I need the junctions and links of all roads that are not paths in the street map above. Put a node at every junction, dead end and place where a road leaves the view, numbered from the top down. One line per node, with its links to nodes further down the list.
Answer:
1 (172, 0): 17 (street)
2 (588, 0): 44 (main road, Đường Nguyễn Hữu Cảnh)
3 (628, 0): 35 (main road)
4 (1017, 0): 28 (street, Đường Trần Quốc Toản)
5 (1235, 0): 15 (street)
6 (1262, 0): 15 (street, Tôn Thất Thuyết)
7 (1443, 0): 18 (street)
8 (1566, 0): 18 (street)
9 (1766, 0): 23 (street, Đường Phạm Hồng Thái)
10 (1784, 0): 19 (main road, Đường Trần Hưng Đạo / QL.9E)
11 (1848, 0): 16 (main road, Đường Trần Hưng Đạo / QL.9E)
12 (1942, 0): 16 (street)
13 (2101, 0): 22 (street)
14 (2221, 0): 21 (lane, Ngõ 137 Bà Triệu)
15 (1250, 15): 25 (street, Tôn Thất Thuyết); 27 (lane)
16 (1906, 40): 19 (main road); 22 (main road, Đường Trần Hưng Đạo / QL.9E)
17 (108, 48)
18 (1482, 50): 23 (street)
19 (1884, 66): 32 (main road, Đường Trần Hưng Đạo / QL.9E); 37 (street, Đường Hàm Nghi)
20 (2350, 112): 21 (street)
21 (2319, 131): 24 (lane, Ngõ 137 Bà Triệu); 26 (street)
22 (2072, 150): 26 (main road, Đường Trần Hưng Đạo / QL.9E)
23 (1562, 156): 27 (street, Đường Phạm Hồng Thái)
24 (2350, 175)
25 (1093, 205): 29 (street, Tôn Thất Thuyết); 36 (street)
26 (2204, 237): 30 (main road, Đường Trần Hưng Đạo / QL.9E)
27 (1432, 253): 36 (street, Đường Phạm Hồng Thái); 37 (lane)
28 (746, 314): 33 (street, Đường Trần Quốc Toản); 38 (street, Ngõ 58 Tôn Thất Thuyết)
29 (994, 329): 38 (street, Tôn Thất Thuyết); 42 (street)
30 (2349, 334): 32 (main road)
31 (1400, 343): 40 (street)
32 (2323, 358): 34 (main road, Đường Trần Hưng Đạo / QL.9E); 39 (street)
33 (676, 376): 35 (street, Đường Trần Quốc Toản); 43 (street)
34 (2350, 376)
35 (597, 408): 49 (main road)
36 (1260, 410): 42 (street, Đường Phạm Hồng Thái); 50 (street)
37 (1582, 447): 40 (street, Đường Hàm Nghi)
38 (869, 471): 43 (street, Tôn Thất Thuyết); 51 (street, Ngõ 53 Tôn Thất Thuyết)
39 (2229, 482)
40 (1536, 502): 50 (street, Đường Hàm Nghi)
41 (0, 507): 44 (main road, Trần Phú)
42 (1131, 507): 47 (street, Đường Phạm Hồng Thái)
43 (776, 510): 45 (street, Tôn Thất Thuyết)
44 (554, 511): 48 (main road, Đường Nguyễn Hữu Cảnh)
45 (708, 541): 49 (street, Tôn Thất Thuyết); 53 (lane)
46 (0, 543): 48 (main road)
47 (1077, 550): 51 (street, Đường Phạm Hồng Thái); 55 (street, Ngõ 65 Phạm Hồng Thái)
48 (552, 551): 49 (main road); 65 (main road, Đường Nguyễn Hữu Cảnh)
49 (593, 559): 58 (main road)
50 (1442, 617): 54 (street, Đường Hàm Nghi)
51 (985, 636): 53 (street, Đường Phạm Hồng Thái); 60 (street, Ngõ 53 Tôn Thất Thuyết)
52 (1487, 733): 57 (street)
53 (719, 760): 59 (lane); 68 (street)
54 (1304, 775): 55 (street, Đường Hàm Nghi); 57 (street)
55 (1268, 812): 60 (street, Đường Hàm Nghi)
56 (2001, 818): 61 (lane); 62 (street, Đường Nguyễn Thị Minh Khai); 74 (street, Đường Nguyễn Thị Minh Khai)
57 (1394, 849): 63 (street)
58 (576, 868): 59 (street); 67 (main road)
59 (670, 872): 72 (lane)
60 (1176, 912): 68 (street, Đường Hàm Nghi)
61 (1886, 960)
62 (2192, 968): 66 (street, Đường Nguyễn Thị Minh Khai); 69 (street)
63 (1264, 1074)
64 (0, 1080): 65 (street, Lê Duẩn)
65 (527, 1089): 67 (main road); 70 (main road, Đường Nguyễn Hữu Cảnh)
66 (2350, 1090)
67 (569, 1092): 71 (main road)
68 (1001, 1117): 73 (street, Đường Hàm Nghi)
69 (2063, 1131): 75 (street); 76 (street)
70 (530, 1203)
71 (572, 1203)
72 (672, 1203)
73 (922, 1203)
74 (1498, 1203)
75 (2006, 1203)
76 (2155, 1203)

----------

▶ [TASK DESCRIPTION] Without any change, reproduce the listing above in full.

▶ [REPLY]
I need the junctions and links of all roads that are not paths in the street map above. Put a node at every junction, dead end and place where a road leaves the view, numbered from the top down. One line per node, with its links to nodes further down the list.
Answer:
1 (172, 0): 17 (street)
2 (588, 0): 44 (main road, Đường Nguyễn Hữu Cảnh)
3 (628, 0): 35 (main road)
4 (1017, 0): 28 (street, Đường Trần Quốc Toản)
5 (1235, 0): 15 (street)
6 (1262, 0): 15 (street, Tôn Thất Thuyết)
7 (1443, 0): 18 (street)
8 (1566, 0): 18 (street)
9 (1766, 0): 23 (street, Đường Phạm Hồng Thái)
10 (1784, 0): 19 (main road, Đường Trần Hưng Đạo / QL.9E)
11 (1848, 0): 16 (main road, Đường Trần Hưng Đạo / QL.9E)
12 (1942, 0): 16 (street)
13 (2101, 0): 22 (street)
14 (2221, 0): 21 (lane, Ngõ 137 Bà Triệu)
15 (1250, 15): 25 (street, Tôn Thất Thuyết); 27 (lane)
16 (1906, 40): 19 (main road); 22 (main road, Đường Trần Hưng Đạo / QL.9E)
17 (108, 48)
18 (1482, 50): 23 (street)
19 (1884, 66): 32 (main road, Đường Trần Hưng Đạo / QL.9E); 37 (street, Đường Hàm Nghi)
20 (2350, 112): 21 (street)
21 (2319, 131): 24 (lane, Ngõ 137 Bà Triệu); 26 (street)
22 (2072, 150): 26 (main road, Đường Trần Hưng Đạo / QL.9E)
23 (1562, 156): 27 (street, Đường Phạm Hồng Thái)
24 (2350, 175)
25 (1093, 205): 29 (street, Tôn Thất Thuyết); 36 (street)
26 (2204, 237): 30 (main road, Đường Trần Hưng Đạo / QL.9E)
27 (1432, 253): 36 (street, Đường Phạm Hồng Thái); 37 (lane)
28 (746, 314): 33 (street, Đường Trần Quốc Toản); 38 (street, Ngõ 58 Tôn Thất Thuyết)
29 (994, 329): 38 (street, Tôn Thất Thuyết); 42 (street)
30 (2349, 334): 32 (main road)
31 (1400, 343): 40 (street)
32 (2323, 358): 34 (main road, Đường Trần Hưng Đạo / QL.9E); 39 (street)
33 (676, 376): 35 (street, Đường Trần Quốc Toản); 43 (street)
34 (2350, 376)
35 (597, 408): 49 (main road)
36 (1260, 410): 42 (street, Đường Phạm Hồng Thái); 50 (street)
37 (1582, 447): 40 (street, Đường Hàm Nghi)
38 (869, 471): 43 (street, Tôn Thất Thuyết); 51 (street, Ngõ 53 Tôn Thất Thuyết)
39 (2229, 482)
40 (1536, 502): 50 (street, Đường Hàm Nghi)
41 (0, 507): 44 (main road, Trần Phú)
42 (1131, 507): 47 (street, Đường Phạm Hồng Thái)
43 (776, 510): 45 (street, Tôn Thất Thuyết)
44 (554, 511): 48 (main road, Đường Nguyễn Hữu Cảnh)
45 (708, 541): 49 (street, Tôn Thất Thuyết); 53 (lane)
46 (0, 543): 48 (main road)
47 (1077, 550): 51 (street, Đường Phạm Hồng Thái); 55 (street, Ngõ 65 Phạm Hồng Thái)
48 (552, 551): 49 (main road); 65 (main road, Đường Nguyễn Hữu Cảnh)
49 (593, 559): 58 (main road)
50 (1442, 617): 54 (street, Đường Hàm Nghi)
51 (985, 636): 53 (street, Đường Phạm Hồng Thái); 60 (street, Ngõ 53 Tôn Thất Thuyết)
52 (1487, 733): 57 (street)
53 (719, 760): 59 (lane); 68 (street)
54 (1304, 775): 55 (street, Đường Hàm Nghi); 57 (street)
55 (1268, 812): 60 (street, Đường Hàm Nghi)
56 (2001, 818): 61 (lane); 62 (street, Đường Nguyễn Thị Minh Khai); 74 (street, Đường Nguyễn Thị Minh Khai)
57 (1394, 849): 63 (street)
58 (576, 868): 59 (street); 67 (main road)
59 (670, 872): 72 (lane)
60 (1176, 912): 68 (street, Đường Hàm Nghi)
61 (1886, 960)
62 (2192, 968): 66 (street, Đường Nguyễn Thị Minh Khai); 69 (street)
63 (1264, 1074)
64 (0, 1080): 65 (street, Lê Duẩn)
65 (527, 1089): 67 (main road); 70 (main road, Đường Nguyễn Hữu Cảnh)
66 (2350, 1090)
67 (569, 1092): 71 (main road)
68 (1001, 1117): 73 (street, Đường Hàm Nghi)
69 (2063, 1131): 75 (street); 76 (street)
70 (530, 1203)
71 (572, 1203)
72 (672, 1203)
73 (922, 1203)
74 (1498, 1203)
75 (2006, 1203)
76 (2155, 1203)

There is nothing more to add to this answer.